The manufacturers brought suit against the United States in the District Court for the District of Columbia seeking contribution or indemnification for these costs. The plaintiffs alleged, inter alia, that the asbestos products involved in the shipyard workers' injuries were designed in accordance with government specifications, that the government was aware of the hazards posed by the products as designed, and that the government breached its duty of care both in designing the products and in failing to warn the plaintiffs and the shipyard workers of those hazards. The plaintiffs also alleged that the government failed to exercise due care in its supervision and control of government and contract shipyards by introducing such hazardous products into the workplace and by failing to promulgate health and safety regulations adequate to protect shipyard workers from the resulting hazards.

The manufacturers claimed that the district court had jurisdiction under the Federal Tort Claims Act ("FTCA"), 28 U.S.C. Secs. 1346(b), 2671 et seq.; the general admiralty and maritime law of the United States, 28 U.S.C. Sec. 1333; the Suits in Admiralty Act ("SAA"), 46 U.S.C.App. Secs. 741-52; the Public Vessels Act ("PVA"), 46 U.S.C.App. Secs. 781-90; and the Admiralty Jurisdiction Act, 46 U.S.C.App. Sec. 740. See, e.g., GAF Complaint at 4. The government disagreed on all counts and moved to dismiss for lack of subject-matter jurisdiction.
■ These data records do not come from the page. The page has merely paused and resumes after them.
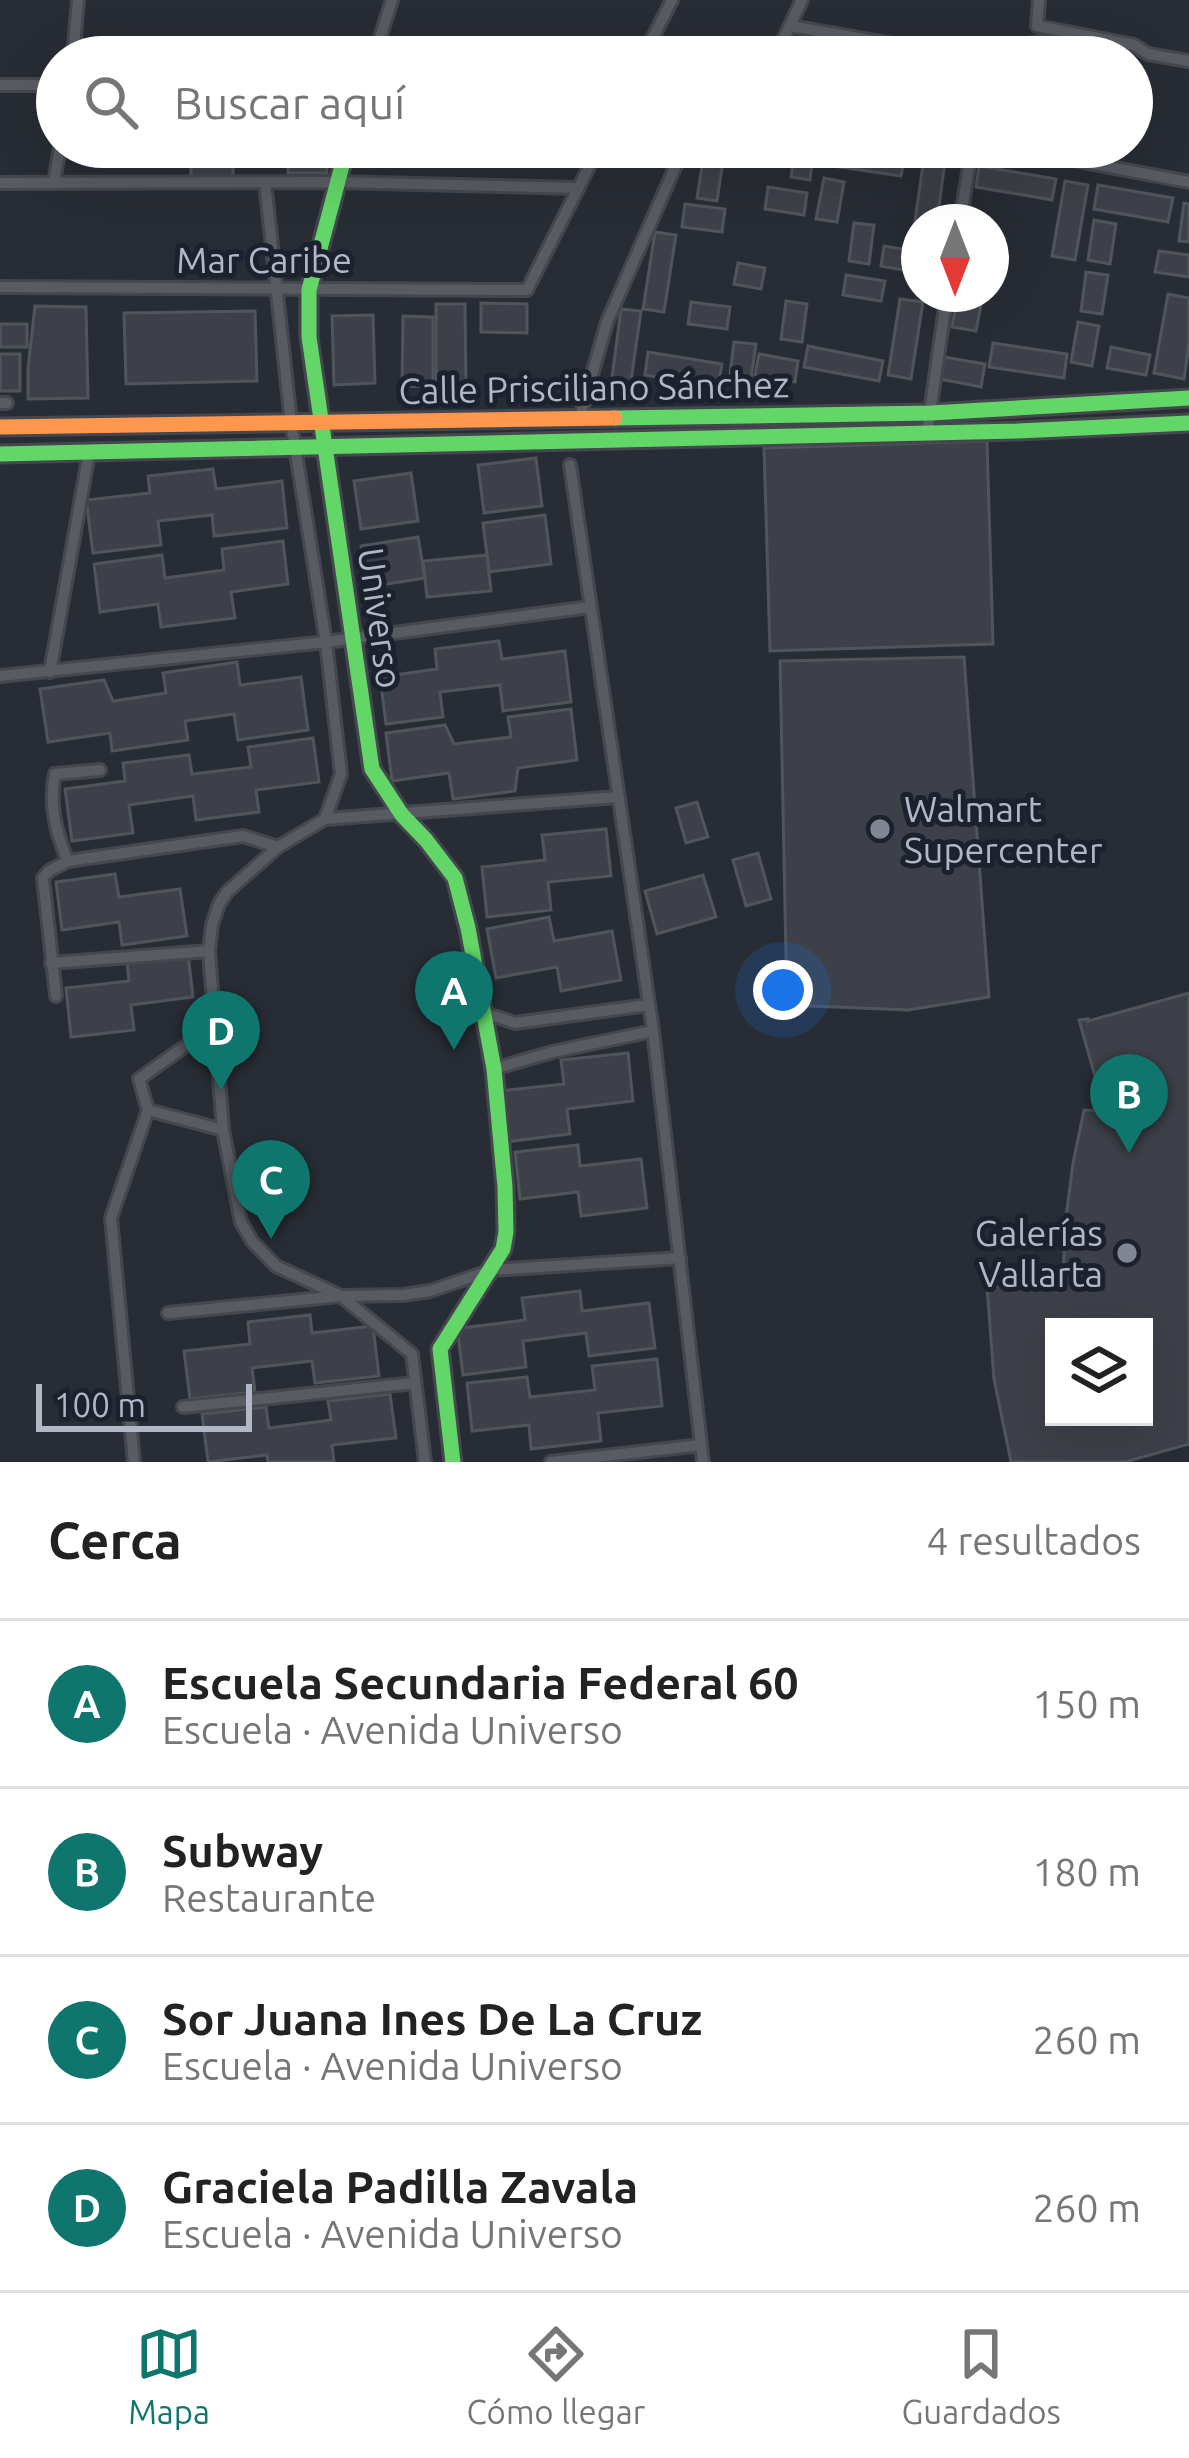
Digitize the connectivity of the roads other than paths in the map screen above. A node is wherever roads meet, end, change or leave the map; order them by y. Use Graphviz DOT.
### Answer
graph roads {
  1 [pos="78,0"];
  2 [pos="392,0"];
  3 [pos="672,0"];
  4 [pos="802,0"];
  5 [pos="1040,0"];
  6 [pos="790,26"];
  7 [pos="75,36"];
  8 [pos="381,36"];
  9 [pos="654,36"];
  10 [pos="785,36"];
  11 [pos="847,36"];
  12 [pos="1088,36"];
  13 [pos="1153,55"];
  14 [pos="1189,62"];
  15 [pos="0,85"];
  16 [pos="36,85"];
  17 [pos="56,168"];
  18 [pos="341,168"];
  19 [pos="588,168"];
  20 [pos="675,168"];
  21 [pos="969,168"];
  22 [pos="1115,168"];
  23 [pos="54,182"];
  24 [pos="265,182"];
  25 [pos="337,182"];
  26 [pos="1189,182"];
  27 [pos="0,183"];
  28 [pos="578,188"];
  29 [pos="963,204"];
  30 [pos="0,287"];
  31 [pos="276,290"];
  32 [pos="308,290"];
  33 [pos="945,312"];
  34 [pos="1189,398"];
  35 [pos="931,412"];
  36 [pos="580,417"];
  37 [pos="321,421"];
  38 [pos="291,422"];
  39 [pos="1189,423"];
  40 [pos="0,427"];
  41 [pos="927,433"];
  42 [pos="326,448"];
  43 [pos="297,449"];
  44 [pos="89,453"];
  45 [pos="0,454"];
  46 [pos="570,465"];
  47 [pos="590,607"];
  48 [pos="354,638"];
  49 [pos="326,642"];
  50 [pos="50,673"];
  51 [pos="0,676"];
  52 [pos="372,769"];
  53 [pos="100,770"];
  54 [pos="341,774"];
  55 [pos="618,796"];
  56 [pos="403,815"];
  57 [pos="325,819"];
  58 [pos="278,847"];
  59 [pos="68,861"];
  60 [pos="209,951"];
  61 [pos="52,963"];
  62 [pos="56,996"];
  63 [pos="648,1005"];
  64 [pos="485,1013"];
  65 [pos="215,1024"];
  66 [pos="653,1031"];
  67 [pos="494,1070"];
  68 [pos="148,1110"];
  69 [pos="224,1130"];
  70 [pos="680,1258"];
  71 [pos="492,1270"];
  72 [pos="341,1296"];
  73 [pos="168,1313"];
  74 [pos="440,1349"];
  75 [pos="412,1354"];
  76 [pos="415,1383"];
  77 [pos="183,1407"];
  78 [pos="701,1445"];
  79 [pos="134,1462"];
  80 [pos="425,1462"];
  81 [pos="453,1462"];
  82 [pos="551,1462"];
  83 [pos="703,1462"];
  1 -- 7 [label="street"];
  2 -- 8 [label="street"];
  3 -- 9 [label="street"];
  4 -- 6 [label="street"];
  5 -- 12 [label="street"];
  6 -- 10 [label="street"];
  6 -- 11 [label="street"];
  13 -- 14 [label="street"];
  15 -- 16 [label="street"];
  17 -- 23 [label="street"];
  18 -- 25 [label="main road, Universo"];
  19 -- 28 [label="street"];
  20 -- 36 [label="street"];
  21 -- 29 [label="street"];
  22 -- 26 [label="street"];
  23 -- 24 [label="street"];
  23 -- 27 [label="street"];
  24 -- 25 [label="street"];
  24 -- 31 [label="street, Universo"];
  25 -- 28 [label="street"];
  25 -- 32 [label="main road, Universo"];
  28 -- 32 [label="street, Mar Caribe"];
  30 -- 31 [label="street, Mar Caribe"];
  31 -- 32 [label="street, Mar Caribe"];
  31 -- 38 [label="street, Universo"];
  32 -- 37 [label="main road, Universo"];
  33 -- 35 [label="street"];
  34 -- 35 [label="main road, Calle Prisciliano Sánchez"];
  35 -- 36 [label="main road, Calle Prisciliano Sánchez"];
  35 -- 41 [label="street"];
  36 -- 37 [label="main road, Calle Prisciliano Sánchez"];
  37 -- 38 [label="main road, Calle Prisciliano Sánchez"];
  37 -- 42 [label="main road, Universo"];
  38 -- 40 [label="main road, Calle Prisciliano Sánchez"];
  38 -- 43 [label="street, Universo"];
  39 -- 41 [label="main road, Calle Prisciliano Sánchez"];
  41 -- 42 [label="main road, Calle Prisciliano Sánchez"];
  42 -- 43 [label="main road, Calle Prisciliano Sánchez"];
  42 -- 48 [label="main road, Universo"];
  43 -- 44 [label="main road, Calle Prisciliano Sánchez"];
  43 -- 49 [label="street, Universo"];
  44 -- 45 [label="main road, Calle Prisciliano Sánchez"];
  44 -- 50 [label="street"];
  46 -- 47 [label="street"];
  47 -- 48 [label="street"];
  47 -- 55 [label="street"];
  48 -- 49 [label="street"];
  48 -- 52 [label="main road, Universo"];
  49 -- 50 [label="street"];
  49 -- 54 [label="street, Universo"];
  50 -- 51 [label="street"];
  52 -- 54 [label="street"];
  52 -- 56 [label="main road, Universo"];
  53 -- 59 [label="street"];
  54 -- 57 [label="street, Universo"];
  55 -- 56 [label="street"];
  55 -- 63 [label="street"];
  56 -- 57 [label="street"];
  56 -- 64 [label="main road"];
  57 -- 58 [label="street"];
  58 -- 59 [label="street"];
  58 -- 60 [label="street"];
  59 -- 61 [label="street"];
  60 -- 61 [label="street"];
  60 -- 65 [label="street"];
  61 -- 62 [label="street"];
  63 -- 64 [label="street"];
  63 -- 66 [label="street"];
  64 -- 67 [label="main road"];
  65 -- 68 [label="street"];
  65 -- 69 [label="street"];
  66 -- 67 [label="street"];
  66 -- 70 [label="street"];
  67 -- 71 [label="main road"];
  68 -- 69 [label="street"];
  68 -- 79 [label="street"];
  69 -- 72 [label="street"];
  70 -- 71 [label="street"];
  70 -- 78 [label="street"];
  71 -- 72 [label="street"];
  71 -- 74 [label="main road"];
  72 -- 73 [label="street"];
  72 -- 75 [label="street"];
  74 -- 75 [label="street"];
  74 -- 81 [label="main road"];
  75 -- 76 [label="street"];
  76 -- 77 [label="street"];
  76 -- 80 [label="street"];
  78 -- 82 [label="street"];
  78 -- 83 [label="street"];
}
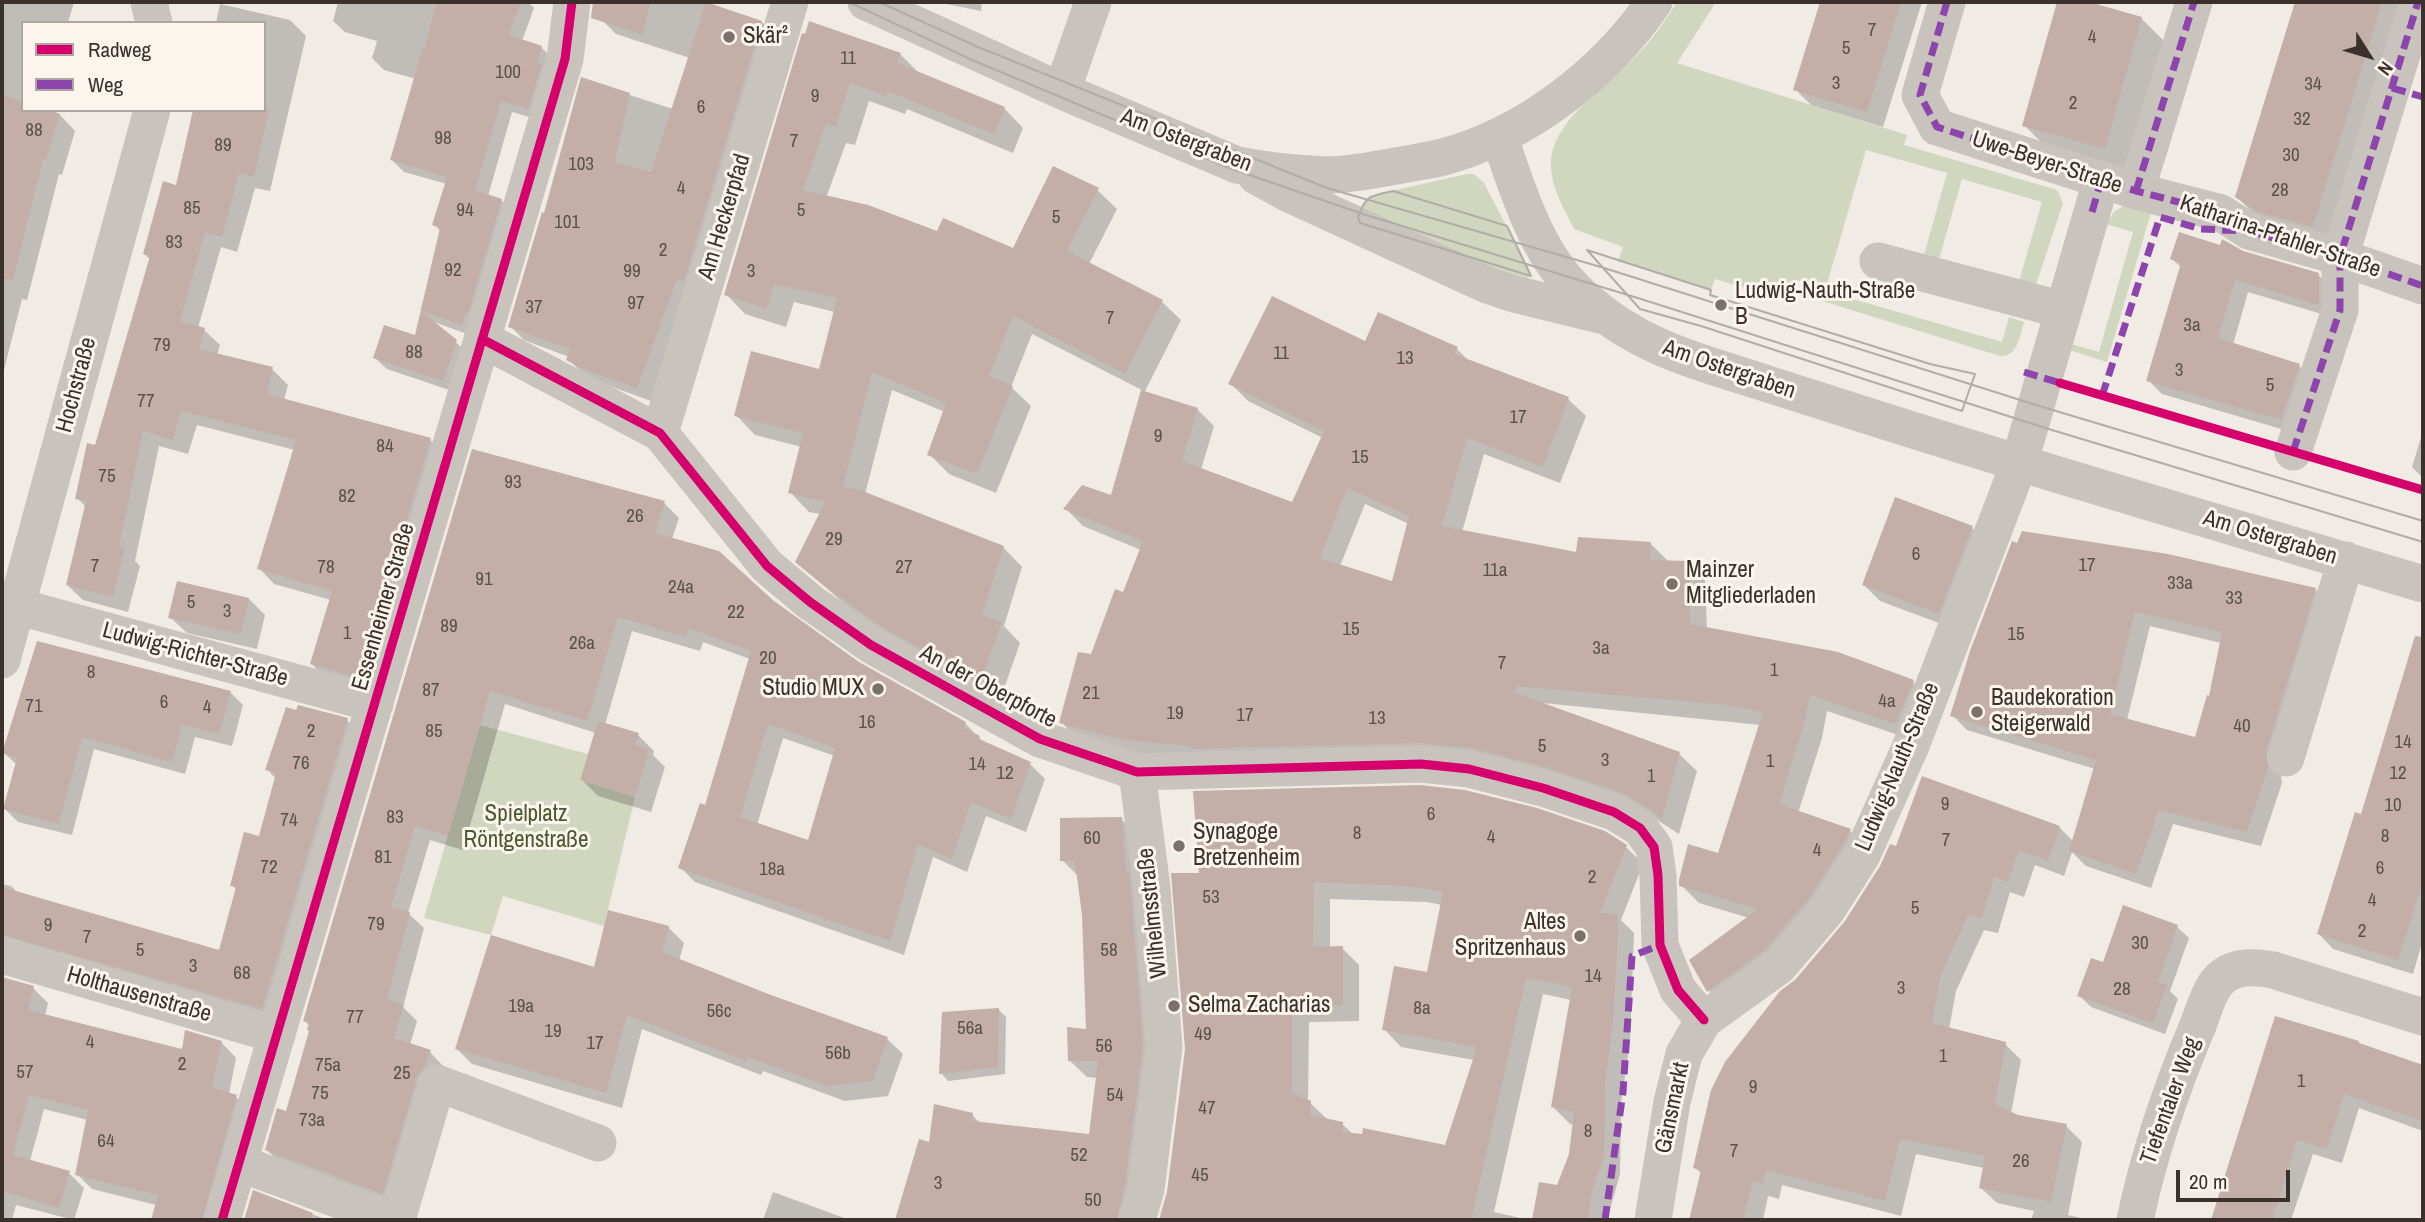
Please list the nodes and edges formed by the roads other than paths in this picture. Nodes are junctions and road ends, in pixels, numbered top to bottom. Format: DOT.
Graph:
graph roads {
  1 [pos="149,2"];
  2 [pos="572,2"];
  3 [pos="790,2"];
  4 [pos="866,2"];
  5 [pos="1093,2"];
  6 [pos="1654,2"];
  7 [pos="1947,2"];
  8 [pos="2194,2"];
  9 [pos="2418,2"];
  10 [pos="154,21"];
  11 [pos="1062,91"];
  12 [pos="151,112"];
  13 [pos="1499,136"];
  14 [pos="1237,165"];
  15 [pos="2101,181"];
  16 [pos="2136,191"];
  17 [pos="2340,257"];
  18 [pos="1878,261"];
  19 [pos="2423,286"];
  20 [pos="2063,310"];
  21 [pos="1608,317"];
  22 [pos="482,339"];
  23 [pos="660,433"];
  24 [pos="2293,452"];
  25 [pos="2019,464"];
  26 [pos="2346,561"];
  27 [pos="2423,584"];
  28 [pos="16,606"];
  29 [pos="2,660"];
  30 [pos="375,704"];
  31 [pos="2286,758"];
  32 [pos="1137,772"];
  33 [pos="2,955"];
  34 [pos="2423,1017"];
  35 [pos="1704,1020"];
  36 [pos="277,1035"];
  37 [pos="598,1143"];
  38 [pos="239,1163"];
  39 [pos="222,1220"];
  40 [pos="395,1220"];
  41 [pos="1137,1220"];
  42 [pos="1653,1220"];
  43 [pos="2135,1220"];
  1 -- 10 [label="street"];
  2 -- 22 [label="street, Essenheimer Straße"];
  3 -- 23 [label="street, Am Heckerpfad"];
  4 -- 11 [label="street, Am Ostergraben"];
  5 -- 11 [label="street"];
  6 -- 13 [label="street"];
  7 -- 15 [label="street, Uwe-Beyer-Straße"];
  8 -- 16 [label="street, Uwe-Beyer-Straße"];
  9 -- 17 [label="street"];
  11 -- 14 [label="street, Am Ostergraben"];
  12 -- 28 [label="street, Hochstraße"];
  13 -- 14 [label="street, Am Ostergraben"];
  13 -- 21 [label="street, Am Ostergraben"];
  14 -- 21 [label="street"];
  15 -- 16 [label="street, Uwe-Beyer-Straße"];
  15 -- 20 [label="street"];
  16 -- 17 [label="street, Katharina-Pfahler-Straße"];
  17 -- 19 [label="street, Katharina-Pfahler-Straße"];
  17 -- 24 [label="street"];
  18 -- 20 [label="street"];
  20 -- 25 [label="street"];
  21 -- 25 [label="street, Am Ostergraben"];
  22 -- 23 [label="street, An der Oberpforte"];
  22 -- 30 [label="street, Essenheimer Straße"];
  23 -- 32 [label="street, An der Oberpforte"];
  25 -- 26 [label="street, Am Ostergraben"];
  25 -- 35 [label="street, Ludwig-Nauth-Straße"];
  26 -- 27 [label="street, Am Ostergraben"];
  26 -- 31 [label="street"];
  28 -- 29 [label="street, Hochstraße"];
  28 -- 30 [label="street, Ludwig-Richter-Straße"];
  30 -- 36 [label="street, Essenheimer Straße"];
  32 -- 35 [label="street, An der Oberpforte"];
  32 -- 41 [label="street, Wilhelmsstraße"];
  33 -- 36 [label="street, Holthausenstraße"];
  34 -- 43 [label="street, Tiefentaler Weg"];
  35 -- 42 [label="street, Gänsmarkt"];
  36 -- 38 [label="street, Essenheimer Straße"];
  37 -- 40 [label="street"];
  38 -- 39 [label="street, Essenheimer Straße"];
  38 -- 40 [label="street"];
}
The government argued that the court lacked jurisdiction over any claims arising from injuries to public shipyard employees and moved to dismiss all such claims. The government also argued that one plaintiff (UNR Industries) had failed to comply with the timely notice requirements of the FTCA and moved to dismiss the majority of UNR's claims on these grounds as well. The district court granted both of the government's motions. Eagle-Picher Industries, Inc. v. United States, No. 84-1360, Memorandum Opinion ("Mem. op.") (D.D.C. Aug. 4, 1989).

B. Relevant Statutes

This case involves the intricate interaction of several statutes. We begin our discussion with a brief review of the relevant provisions of three of those statutes.

The FTCA operates as a limited waiver of sovereign immunity, providing that the United States shall be liable "in the same manner and to the same extent as a private individual under like circumstances." 28 U.S.C. Sec. 2674. The precise application of this "analogous liability" standard lies at the heart of the controversy in this case.

The Longshore and Harbor Workers' Compensation Act (the "Longshore Act"), 33 U.S.C. Secs. 901 et seq. (1982), is a workers' compensation scheme governing "injur[ies] occurring upon the navigable waters of the United States." Id. Sec. 903(a). Like most workers' compensation regimes, the Longshore Act includes an exclusivity clause (Sec. 905(a)) which provides that liability under the Act's compensation provisions "shall be exclusive and in place of all other liability of such employer to the employee." Notwithstanding Sec. 905(a), the Act (for all times relevant to this litigation) also provided that "[i]n the event of injury to a person ... by the negligence of a vessel [ ] such person ... may bring an action against such vessel as a third party." Id. Sec. 905(b). Although longshore workers are most often employed by distinct companies (called "stevedores"), in some cases a vessel directly employs its own longshore workers. In such a circumstance, a vessel owner may be immune from suit in its capacity as employer, but liable to a longshore worker in its capacity as vessel owner. Jones & Laughlin Steel Corp. v. Pfeifer, 462 U.S. 523, 529-32, 103 S.Ct. 2541, 2546-48, 76 L.Ed.2d 768 (1983). In 1984, Congress amended Sec. 905(b) to bar such "dual-capacity" actions. See 33 U.S.C. Sec. 905(b) (1988) ("no such action shall be permitted, in whole or in part or directly or indirectly (in any capacity, including as the vessel's owner )" (emphasis supplied)). All of the claims involved in this appeal, however, accrued before the Act was so amended.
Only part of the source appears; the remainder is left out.